OVerall a good chart - - but to 'split hairs'!!! I do not agree with the labels at the top end....the "reputable" is more a professional breeder and some of the descriptions do not apply to many - if any!!! - breeders in North America! IMO using this chart while "Hobby" is more what I think is a reputable experienced breeder....

but the lower end classes are pretty good


----------



## Kayos and Havoc (Oct 17, 2002)

Agree with you Lee.


----------



## creegh (Sep 12, 2014)

wolfstraum said:


> OVerall a good chart - - but to 'split hairs'!!! I do not agree with the labels at the top end....the "reputable" is more a professional breeder and some of the descriptions do not apply to many - if any!!! - breeders in North America! IMO using this chart while "Hobby" is more what I think is a reputable experienced breeder....
> 
> but the lower end classes are pretty good


I agree with you  

Joanna Campbell at Ruffly Speaking just did a blog post on some 'backyard breeder' warning signs that aren't always true. I agree with it and think it's more applicable depending on the case by case. 

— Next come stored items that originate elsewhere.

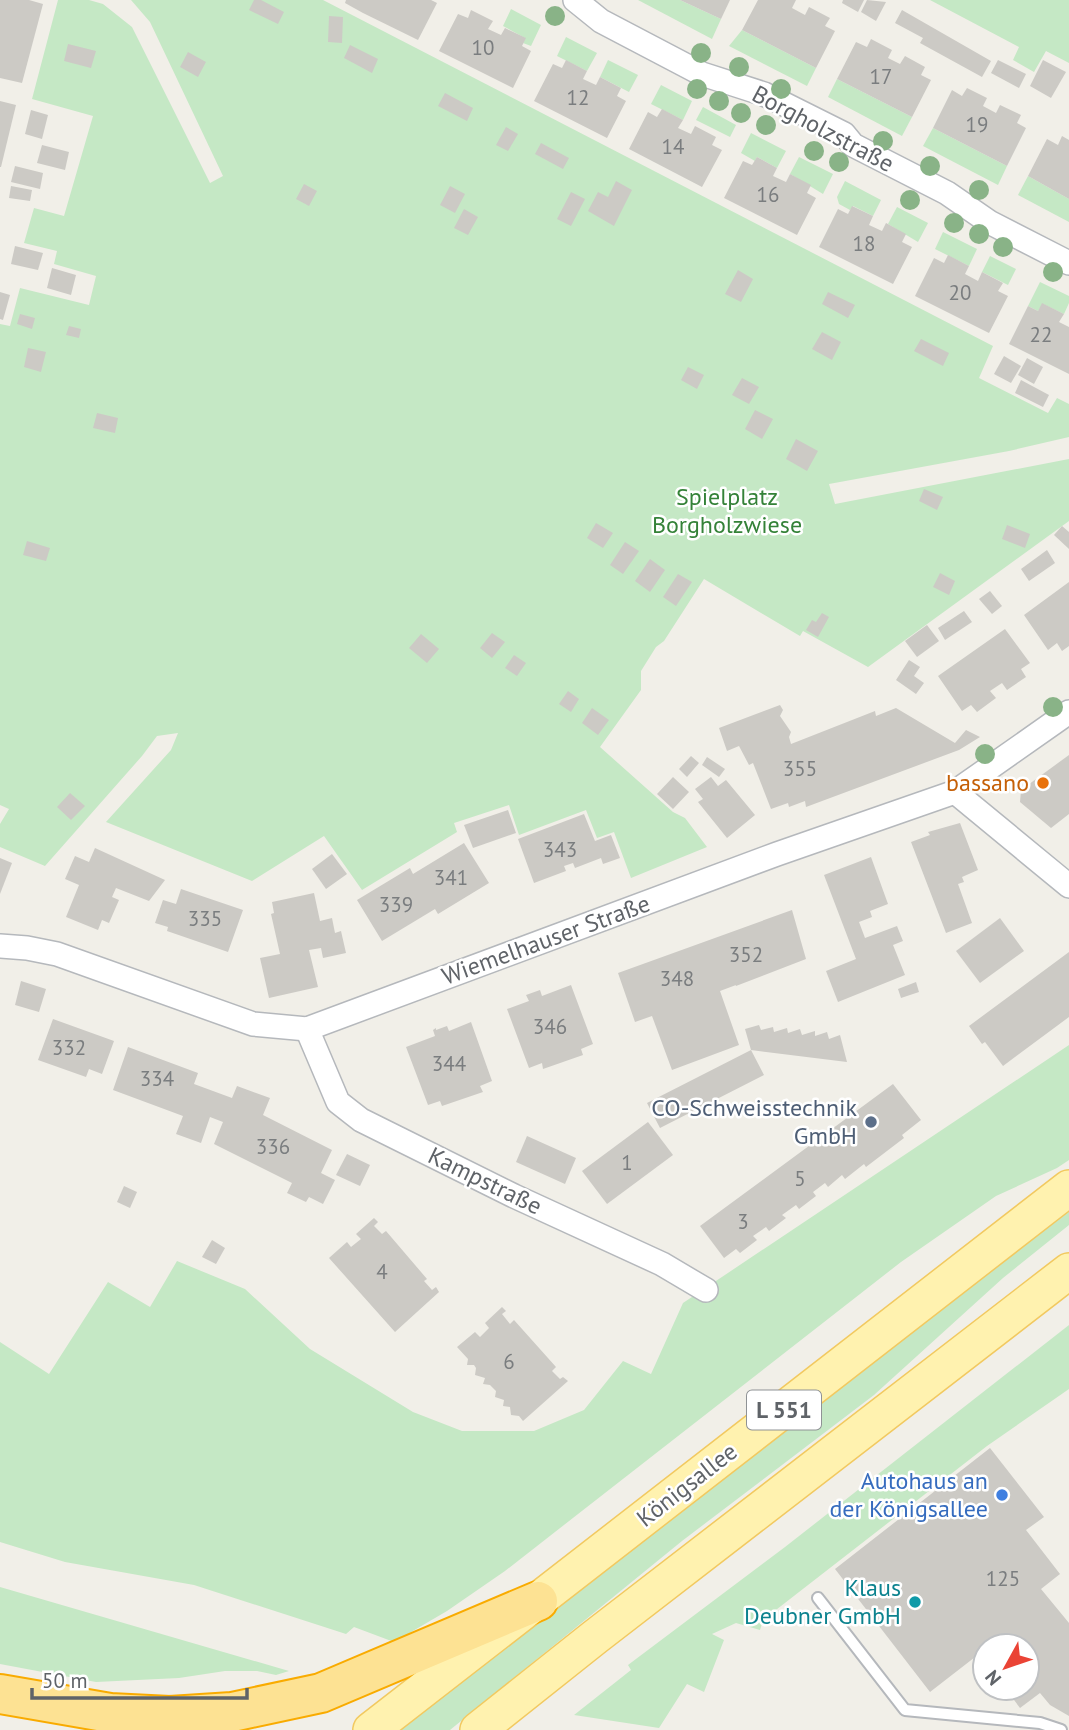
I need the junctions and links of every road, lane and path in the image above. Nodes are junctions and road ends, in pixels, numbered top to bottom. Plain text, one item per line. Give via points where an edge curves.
1 (575, 0) edge
2 (1069, 263) edge
3 (1069, 712) edge
4 (955, 792) junction
5 (1069, 886) edge
6 (0, 946) edge
7 (307, 1029) junction
8 (1069, 1188) edge
9 (1069, 1271) edge
10 (706, 1290) dead end
11 (818, 1598) dead end
12 (538, 1601) junction
13 (0, 1694) edge
14 (232, 1712) junction
15 (271, 1730) edge
16 (371, 1730) edge
17 (478, 1730) edge
18 (1061, 1730) edge

1 - 2 street, Borgholzstraße via 601,21 702,74 764,94 844,134 853,145
3 - 4 street, Wiemelhauser Straße
4 - 5 street
4 - 7 street, Wiemelhauser Straße
6 - 7 street, Wiemelhauser Straße via 57,954 253,1024
7 - 10 street, Kampstraße via 338,1102 361,1120 662,1264
8 - 12 main road, Königsallee / L 551
9 - 17 main road, L 551
11 - 18 lane via 905,1710 1040,1723
12 - 14 highway via 321,1693
12 - 16 main road, Königsallee / L 551
13 - 14 highway via 110,1713
14 - 15 highway

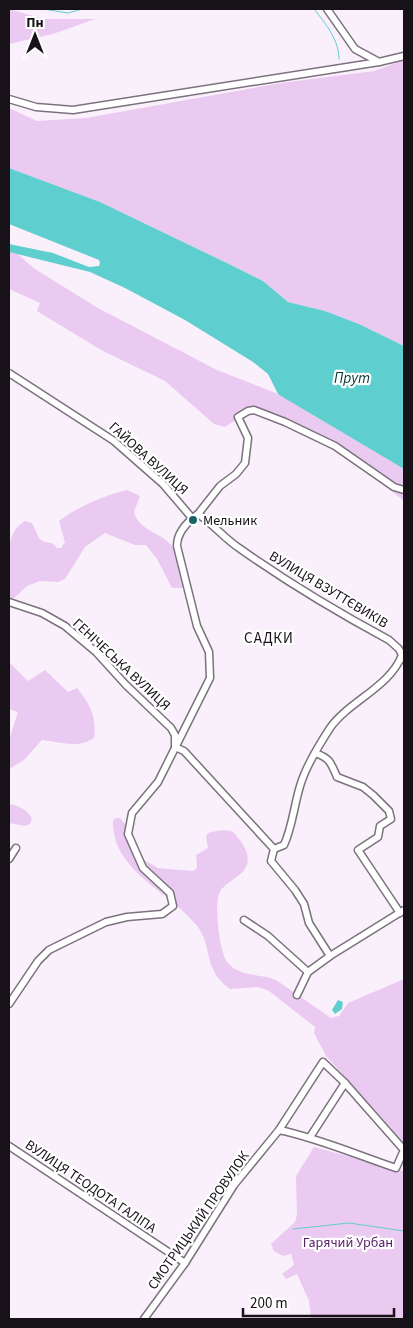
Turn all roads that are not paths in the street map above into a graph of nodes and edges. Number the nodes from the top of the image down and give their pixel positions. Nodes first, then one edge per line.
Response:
1 (326, 9) edge
2 (404, 56) edge
3 (379, 62) junction
4 (9, 99) edge
5 (9, 373) edge
6 (404, 490) edge
7 (195, 516) junction
8 (9, 602) edge
9 (403, 656) edge
10 (175, 746) junction
11 (315, 753) junction
12 (16, 848) dead end
13 (274, 849) junction
14 (9, 859) edge
15 (402, 912) edge
16 (244, 920) dead end
17 (330, 956) junction
18 (308, 972) junction
19 (296, 996) dead end
20 (9, 1004) edge
21 (345, 1083) junction
22 (279, 1130) junction
23 (310, 1137) junction
24 (9, 1146) edge
25 (185, 1263) junction
26 (144, 1319) edge

1 - 3 street
2 - 3 street
3 - 4 street
5 - 7 street, ГАЙОВА ВУЛИЦЯ
6 - 7 street
7 - 9 street, ВУЛИЦЯ ВЗУТТЄВИКІВ
7 - 10 street
8 - 10 street, ГЕНІЧЕСЬКА ВУЛИЦЯ
9 - 11 street, ВУЛИЦЯ ВЗУТТЄВИКІВ
10 - 13 street
10 - 20 street
11 - 13 street, ВУЛИЦЯ ВЗУТТЄВИКІВ
11 - 15 street
12 - 14 street
13 - 17 street
15 - 17 street
16 - 18 street
17 - 18 street
18 - 19 street
21 - 22 street, СМОТРИЦЬКИЙ ПРОВУЛОК
21 - 23 street
21 - 23 street
22 - 23 street
22 - 25 street, СМОТРИЦЬКИЙ ПРОВУЛОК
24 - 25 street, ВУЛИЦЯ ТЕОДОТА ГАЛІПА
25 - 26 street, СМОТРИЦЬКИЙ ПРОВУЛОК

The “signs of a backyard breeder” that are completely and utterly wrong | Ruffly Speaking


----------



## WesS (Apr 10, 2015)

When I think a reputable experienced breeder, I think professional all the way as the top of the hill.

Dog trainer etc. highly involved. Don't like dealing with armatures in any industry. Why the breeder of my dog.


----------



## WateryTart (Sep 25, 2013)

creegh said:


> I agree with you
> 
> Joanna Campbell at Ruffly Speaking just did a blog post on some 'backyard breeder' warning signs that aren't always true. I agree with it and think it's more applicable depending on the case by case.
> 
> The “signs of a backyard breeder” that are completely and utterly wrong | Ruffly Speaking


I couldn't agree with you more. I love the Ruffly Speaking article and think the typical "signs of a good breeder" spread around the internet like they're the Bible can be misleading. Just the other day I was talking to a friend and dispelling a whole bunch of notions she had about what a "good" breeder absolutely does not do.

I do think it's beneficial to belong to a breed-specific club. It's a huge advantage as a social/training/support network for your local puppy buyers. I've met so many nice people through our local club and think it is a great resource. I found it without my breeder, but I might have been too shy to join in on activities if she hadn't been an enthusiastic member who was happy to introduce me to people.


----------



## Bella67 (Jun 22, 2014)

creegh said:


> I agree with you
> 
> Joanna Campbell at Ruffly Speaking just did a blog post on some 'backyard breeder' warning signs that aren't always true. I agree with it and think it's more applicable depending on the case by case.
> 
> The “signs of a backyard breeder” that are completely and utterly wrong | Ruffly Speaking


I don't really agree with some of the things she listed in the article.


----------



## Anubis_Star (Jul 25, 2012)

Bella67 said:


> I don't really agree with some of the things she listed in the article.


I disagree with many of the things listed in your first article, for the very reason posted in that article


----------



## Bella67 (Jun 22, 2014)

Anubis_Star said:


> I disagree with many of the things listed in your first article, for the very reason posted in that article


can you list and explain?


----------



## WateryTart (Sep 25, 2013)

Bella67 said:


> I don't really agree with some of the things she listed in the article.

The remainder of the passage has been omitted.